If you would like to learn more about what I do in my freetime, please consider visiting my personal blog, here.
If you would like to read a more detailed history of my experiences with mental health and as an autistic individual, please read below.


My Mental Health History

  • I was first diagnosed with anorexia at the age of 9 and was treated as an outpatient, though I didn’t receive any therapy, and got better very quickly. I was discharged from services completely aged 10 – because I ‘did as I was told’. I personally feel this was because I wasn’t actually suffering with anorexia but had been struggling with sensory issues and being indecisive, so being put on a meal plan made things a lot simpler for me. I had so many rules in my head, which protected me from the confusing world I lived in.
  • As I got older, I began to find life very difficult, due to the pressures of school, adolescence, and life in general, and returned to services, at which point, aged 13, I was diagnosed formally with depression, and a year later, autism. Unfortunately, the diagnosis was, for the most part, ignored by my team.
    Around this time I started to restrict my eating again, and from what I can remember, this was quite purposeful. Eventually my weight became too low to be treated in the community, and I was admitted to an eating disorder unit.
  • Between the ages of 14 and 21 I had eight inpatient admissions, including multiple of over 6 months, with periods inbetween of outpatient treatment (all under the mental health act), as well as countless hospitalisations. I was diagnosed with OCD and my problems became much more complex. I am definite that one key factor in my mental state never improving is that, in every hospital, my autism was ignored, and treatment was not adapted.
    Furthermore, the lack of understanding of the root cause of my problems (not body image, but difficulties with anxiety, rigidity, and sensory problems) is what I believe led me to ending up a ‘revolving door’ patient (constantly being readmitted). Even though I found some elements of inpatient admissions distressing, I also found some comforting and rewarding.
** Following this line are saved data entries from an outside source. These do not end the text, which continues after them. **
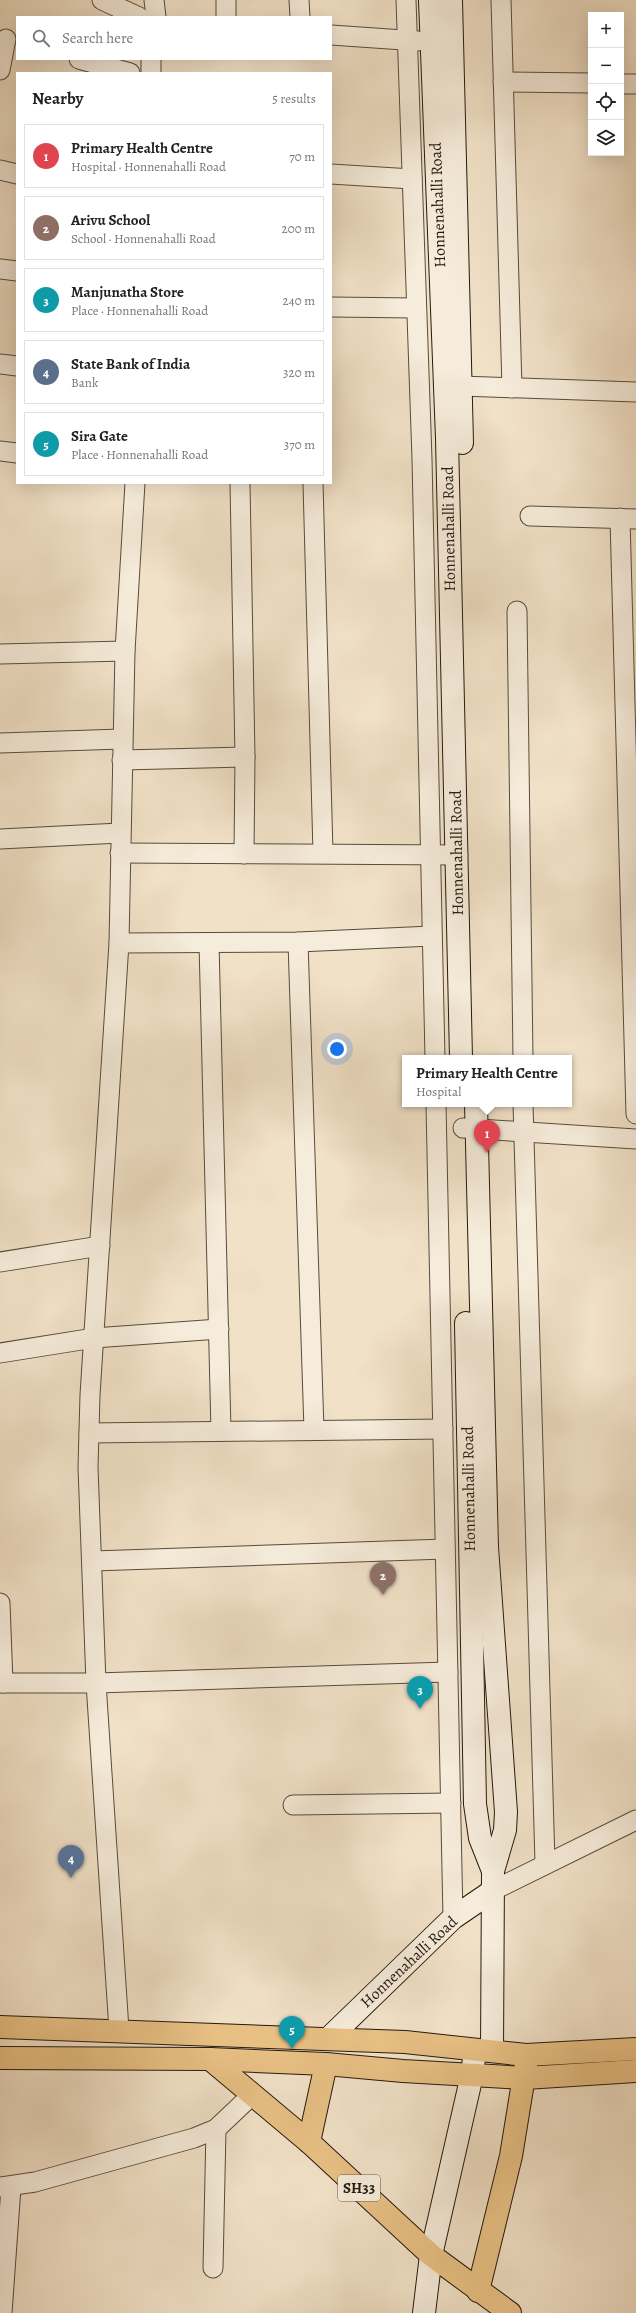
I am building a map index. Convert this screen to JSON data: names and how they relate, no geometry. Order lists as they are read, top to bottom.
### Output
{
  "streets": {
    "main road": ["SH33"],
    "street": ["Honnenahalli Road"]
  },
  "crossings": [
    ["Honnenahalli Road", "SH33"]
  ],
  "page": {
    "map_buttons": ["+", "−"],
    "search": "Search here",
    "heading": ["Nearby", "5 results"],
    "list": [
      {
        "mark": "1",
        "name": "Primary Health Centre",
        "note": "Hospital · Honnenahalli Road",
        "value": "70 m"
      },
      {
        "mark": "2",
        "name": "Arivu School",
        "note": "School · Honnenahalli Road",
        "value": "200 m"
      },
      {
        "mark": "3",
        "name": "Manjunatha Store",
        "note": "Place · Honnenahalli Road",
        "value": "240 m"
      },
      {
        "mark": "4",
        "name": "State Bank of India",
        "note": "Bank",
        "value": "320 m"
      },
      {
        "mark": "5",
        "name": "Sira Gate",
        "note": "Place · Honnenahalli Road",
        "value": "370 m"
      }
    ],
    "popup": ["Primary Health Centre", "Hospital"],
    "pins": [
      "1",
      "2",
      "3",
      "4",
      "5"
    ]
  }
}
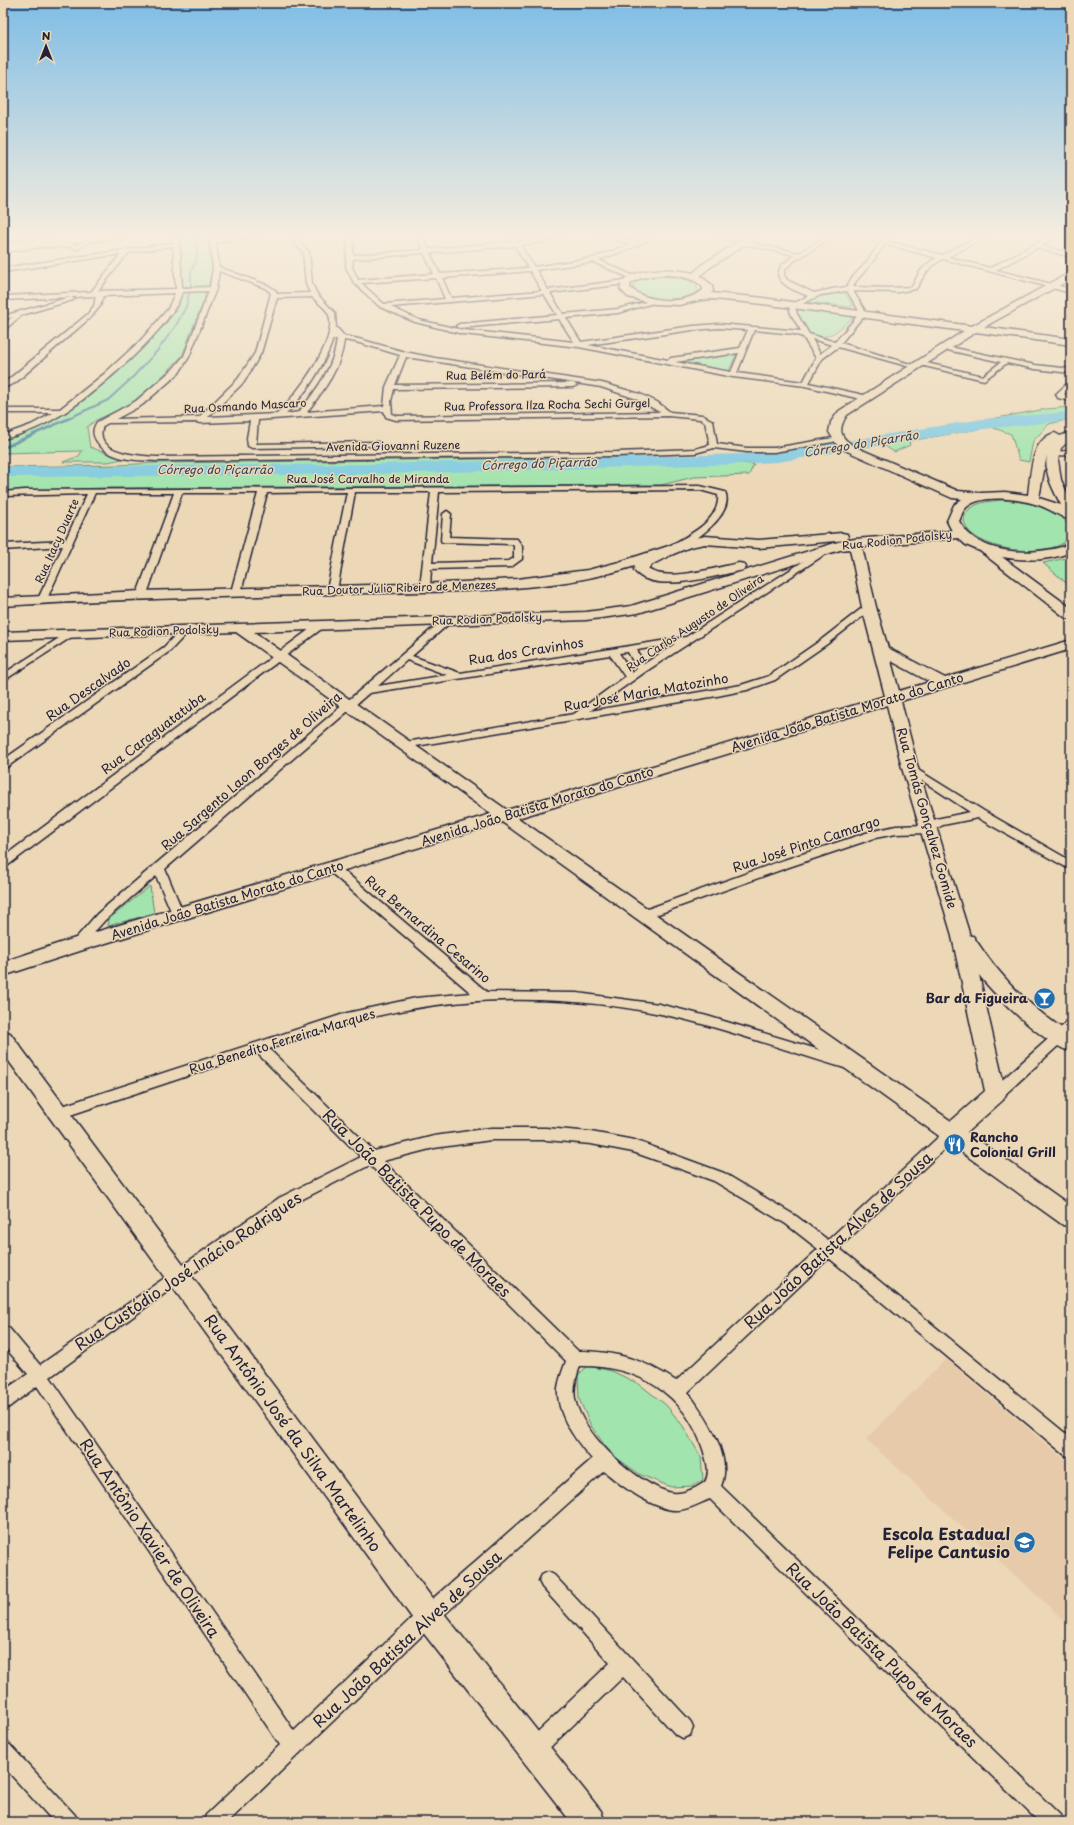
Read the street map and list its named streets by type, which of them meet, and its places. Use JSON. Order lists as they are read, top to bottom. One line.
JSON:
{"streets":{"main road":["Rua Rodion Podolsky","Rua Doutor Júlio Ribeiro de Menezes","Avenida João Batista Morato do Canto","Rua Tomás Gonçalvez Gomide","Rua João Batista Alves de Sousa","Rua Antônio José da Silva Martelinho"],"street":["Rua Belém do Pará","Rua Professora Ilza Rocha Sechi Gurgel","Rua Osmando Mascaro","Avenida Giovanni Ruzene","Rua José Carvalho de Miranda","Rua Itacy Duarte","Rua Carlos Augusto de Oliveira","Rua dos Cravinhos","Rua Descalvado","Rua José Maria Matozinho","Rua Caraguatatuba","Rua Sargento Laon Borges de Oliveira","Rua José Pinto Camargo","Rua Bernardina Cesarino","Rua Benedito Ferreira Marques","Rua João Batista Pupo de Moraes","Rua Custódio José Inácio Rodrigues","Rua Antônio Xavier de Oliveira"]},"crossings":[["Rua Professora Ilza Rocha Sechi Gurgel","Rua Osmando Mascaro"],["Rua Osmando Mascaro","Avenida Giovanni Ruzene"],["Rua José Carvalho de Miranda","Rua Itacy Duarte"],["Rua José Carvalho de Miranda","Rua Doutor Júlio Ribeiro de Menezes"],["Rua Rodion Podolsky","Rua Carlos Augusto de Oliveira"],["Rua Rodion Podolsky","Rua Descalvado"],["Rua Rodion Podolsky","Rua Caraguatatuba"],["Rua Rodion Podolsky","Rua Sargento Laon Borges de Oliveira"],["Rua Rodion Podolsky","Rua Tomás Gonçalvez Gomide"],["Rua Itacy Duarte","Rua Doutor Júlio Ribeiro de Menezes"],["Rua Carlos Augusto de Oliveira","Rua dos Cravinhos"],["Rua Carlos Augusto de Oliveira","Rua José Maria Matozinho"],["Rua dos Cravinhos","Rua Sargento Laon Borges de Oliveira"],["Rua José Maria Matozinho","Rua Tomás Gonçalvez Gomide"],["Avenida João Batista Morato do Canto","Rua Sargento Laon Borges de Oliveira"],["Avenida João Batista Morato do Canto","Rua Tomás Gonçalvez Gomide"],["Avenida João Batista Morato do Canto","Rua Bernardina Cesarino"],["Rua Tomás Gonçalvez Gomide","Rua José Pinto Camargo"],["Rua Tomás Gonçalvez Gomide","Rua João Batista Alves de Sousa"],["Rua Bernardina Cesarino","Rua Benedito Ferreira Marques"],["Rua Benedito Ferreira Marques","Rua João Batista Pupo de Moraes"],["Rua Benedito Ferreira Marques","Rua Antônio José da Silva Martelinho"],["Rua João Batista Pupo de Moraes","Rua Custódio José Inácio Rodrigues"],["Rua João Batista Alves de Sousa","Rua Custódio José Inácio Rodrigues"],["Rua João Batista Alves de Sousa","Rua Antônio José da Silva Martelinho"],["Rua João Batista Alves de Sousa","Rua Antônio Xavier de Oliveira"],["Rua Custódio José Inácio Rodrigues","Rua Antônio José da Silva Martelinho"],["Rua Custódio José Inácio Rodrigues","Rua Antônio Xavier de Oliveira"]],"water":["Córrego do Piçarrão"],"places":{"bar":["Bar da Figueira"],"restaurant":["Rancho Colonial Grill"],"school or university":["Escola Estadual Felipe Cantusio"]},"north":"top"}
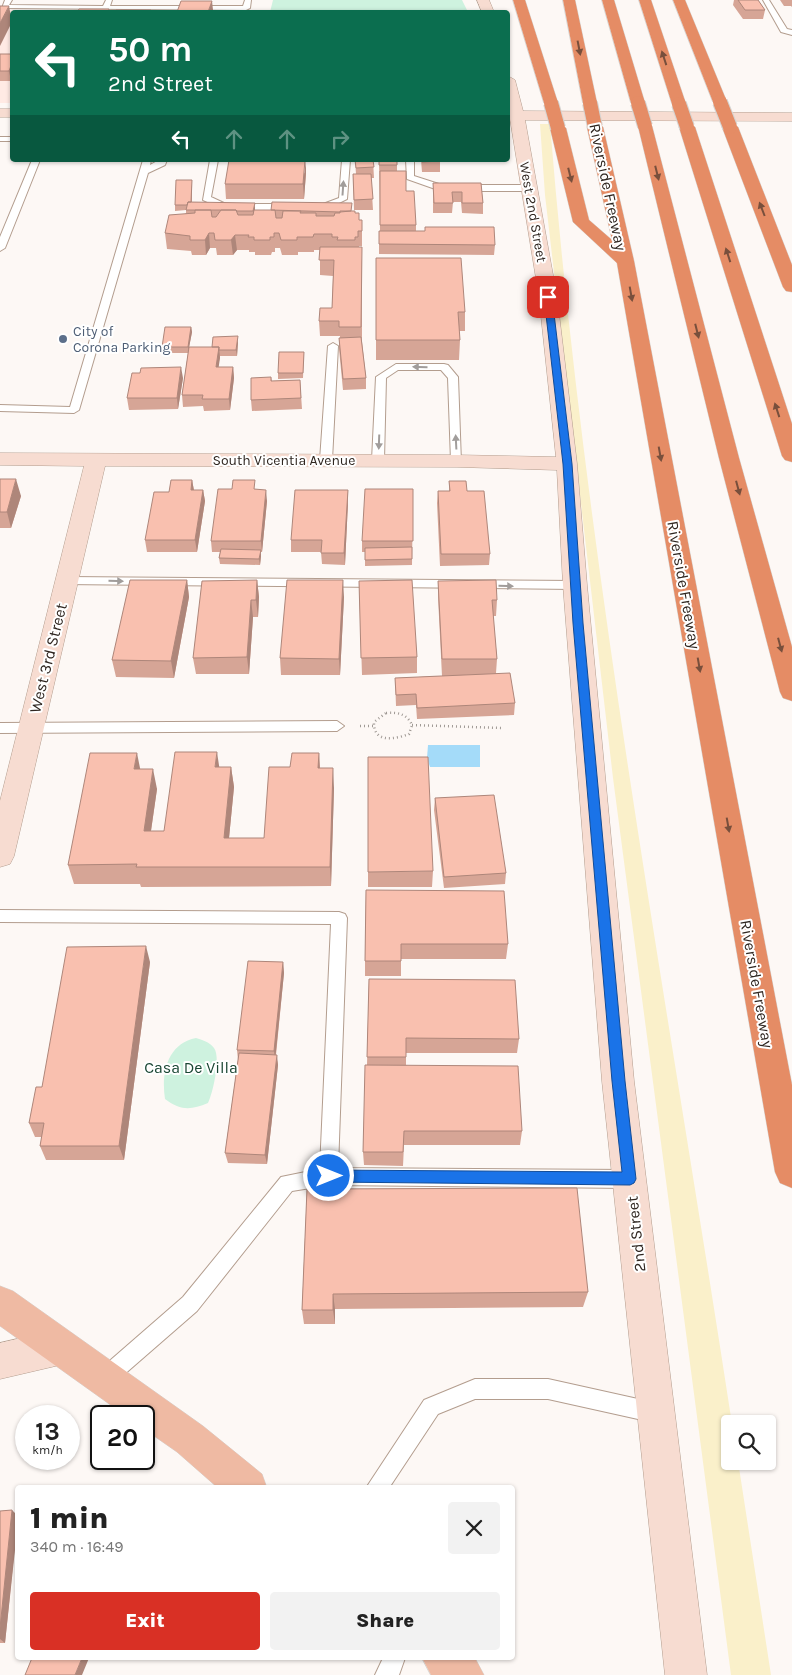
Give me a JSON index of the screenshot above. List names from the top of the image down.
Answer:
{
  "streets": {
    "highway": ["Riverside Freeway"],
    "main road": [
      "West 2nd Street",
      "South Vicentia Avenue",
      "West 3rd Street",
      "2nd Street"
    ]
  },
  "crossings": [
    ["West 2nd Street", "South Vicentia Avenue"],
    ["West 2nd Street", "2nd Street"],
    ["South Vicentia Avenue", "West 3rd Street"],
    ["South Vicentia Avenue", "2nd Street"]
  ],
  "parks": ["Casa De Villa"],
  "places": ["City of Corona Parking"],
  "page": {
    "turn": ["50 m", "2nd Street"],
    "speed": "13 km/h",
    "limit": "20",
    "heading": ["1 min", "340 m · 16:49"],
    "buttons": ["Exit", "Share"]
  }
}
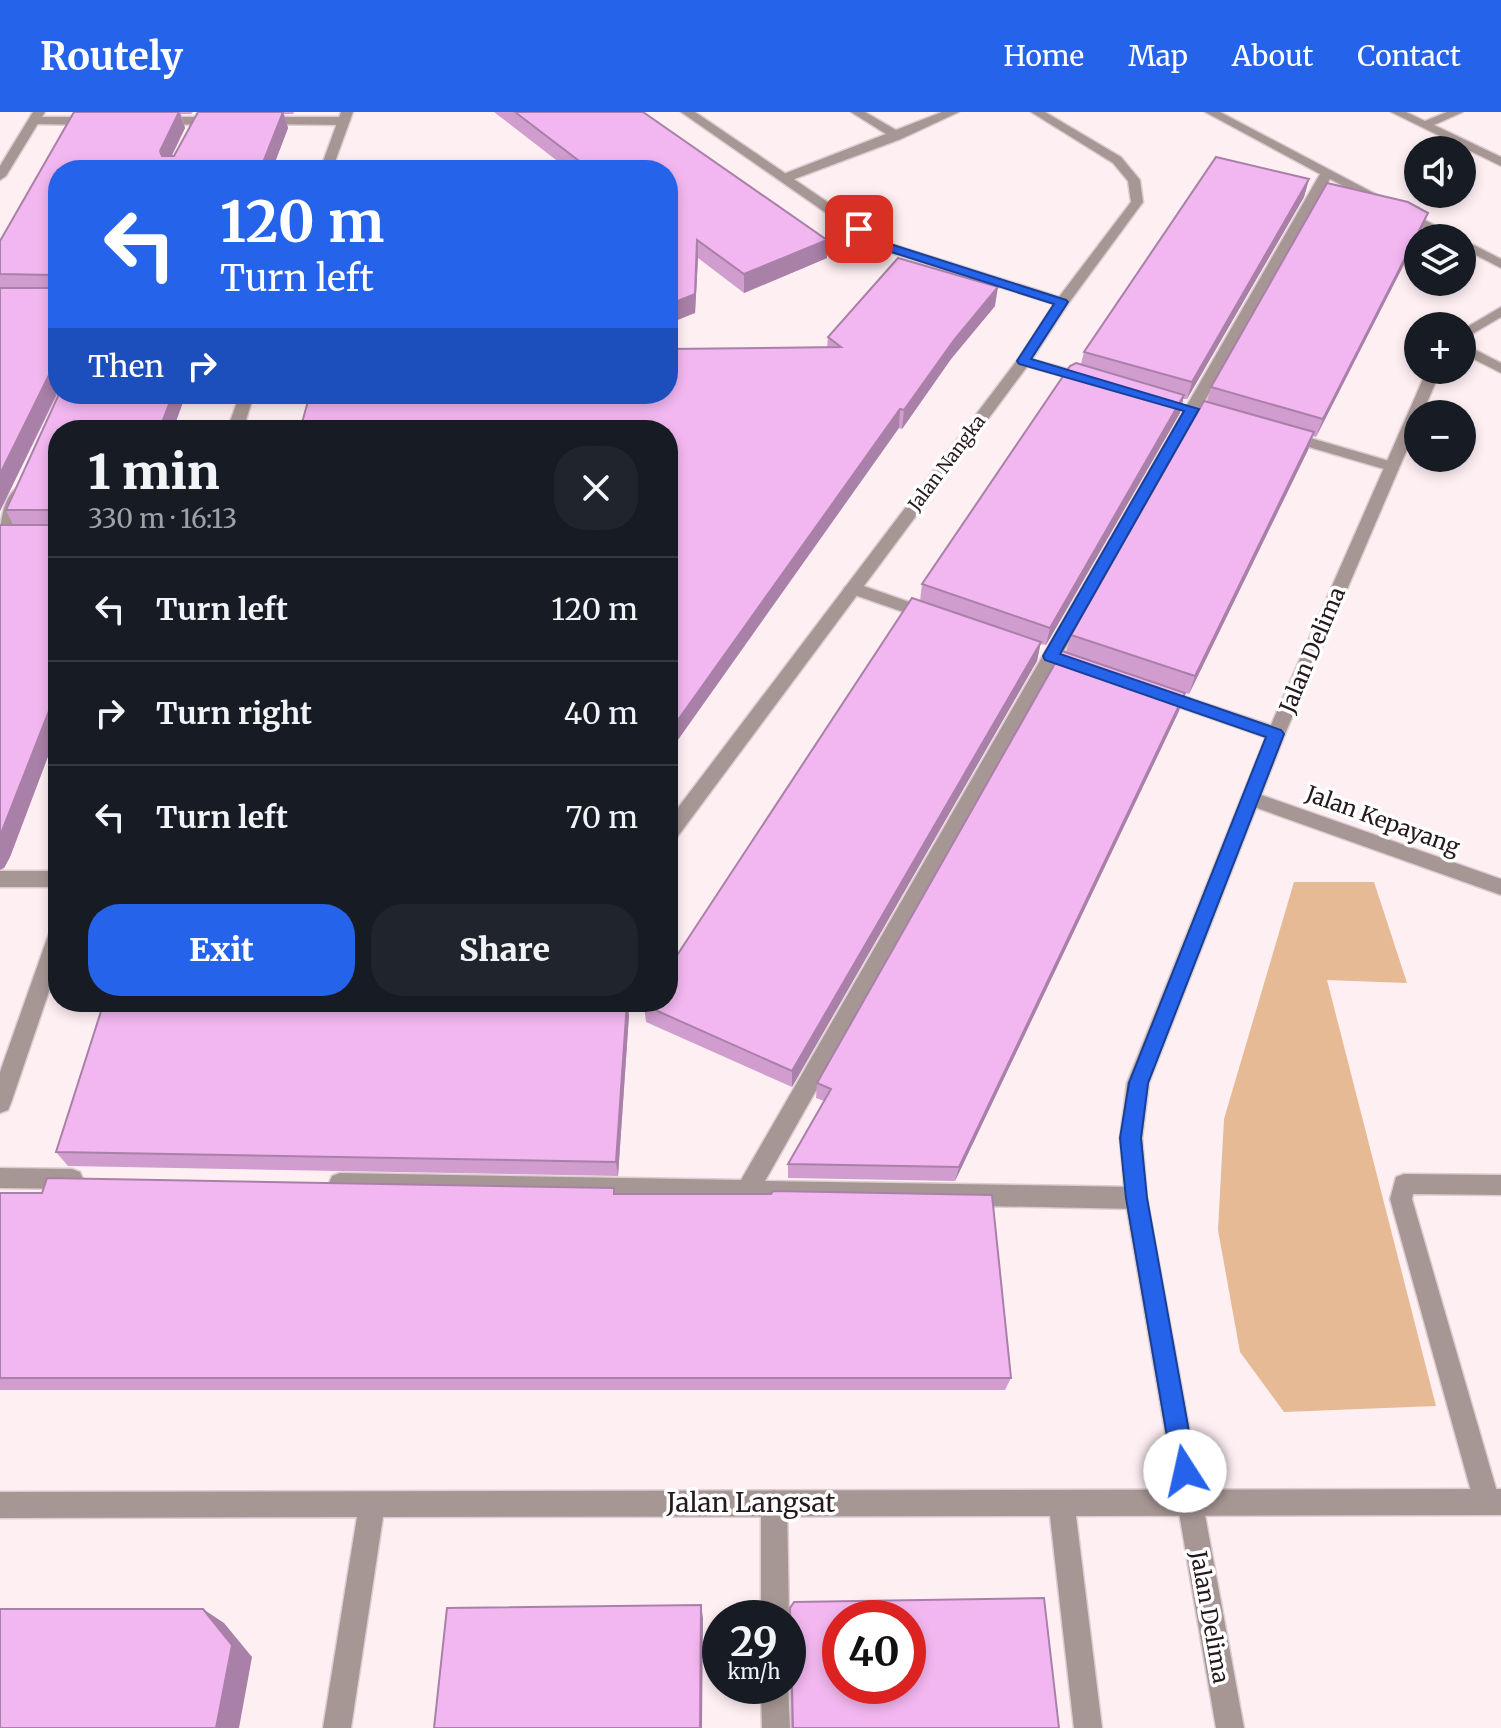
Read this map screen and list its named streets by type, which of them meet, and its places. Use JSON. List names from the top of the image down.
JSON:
{
  "streets": {
    "street": [
      "Jalan Nangka",
      "Jalan Delima",
      "Jalan Kepayang",
      "Jalan Langsat"
    ]
  },
  "crossings": [
    ["Jalan Delima", "Jalan Kepayang"],
    ["Jalan Delima", "Jalan Langsat"]
  ],
  "page": {
    "header": "Routely",
    "nav": [
      "Home",
      "Map",
      "About",
      "Contact"
    ],
    "map_buttons": ["+", "−"],
    "turn": ["120 m", "Turn left"],
    "then": "Then",
    "heading": ["1 min", "330 m · 16:13"],
    "list": [
      {
        "name": "Turn left",
        "value": "120 m"
      },
      {
        "name": "Turn right",
        "value": "40 m"
      },
      {
        "name": "Turn left",
        "value": "70 m"
      }
    ],
    "buttons": ["Exit", "Share"],
    "speed": "29 km/h",
    "limit": "40"
  }
}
    I also recieved support from social services, as a Child in Need.
  • When I began to approach adulthood, during another admission, I met a fellow autistic patient. She helped me to accept and understand my diagnosis more, and subsequently I discovered more about how my Autism presents itself. I began to realise who I was without a unit and the label ‘anorexic’. I then found out about ‘ARFID’, which I now identify with, rather than anorexia. I developed my own strategies to cope, including using ‘life pies’ to help me figure out my identity.
  • I then left home to study at university (throughout my admissions, I had studied independently, and through a lot of hard work, continued to achieve academically). I managed to gain a place at university, where I experienced sexual abuse. This is something I am still coming to terms with and processing. It did however lead to my final admission to an eating disorder unit. I self studied my first year of university from hospital.
  • When I returned to university in my second year, I was determined to stay well and to not let everything that has happened to me dictate my future. I joined Ambitious About Autism, and volunteered as a student mentor, and in my final year of university, founded NOVIS (a society for neurodiverse students), was lead business school mentor, and became extremely passionate about becoming an advocate for autistic individuals. My journey has been very tough, and I do not want to see it echoed in the lives of others. I have also come across so many amazing people with disabilities, whose talents have been ignored and overlooked – the injustice of this is, to me, unbearable.
  • At present I am recieving support for my mental health from an outpatient team, and feel confident I will be able to fully recover.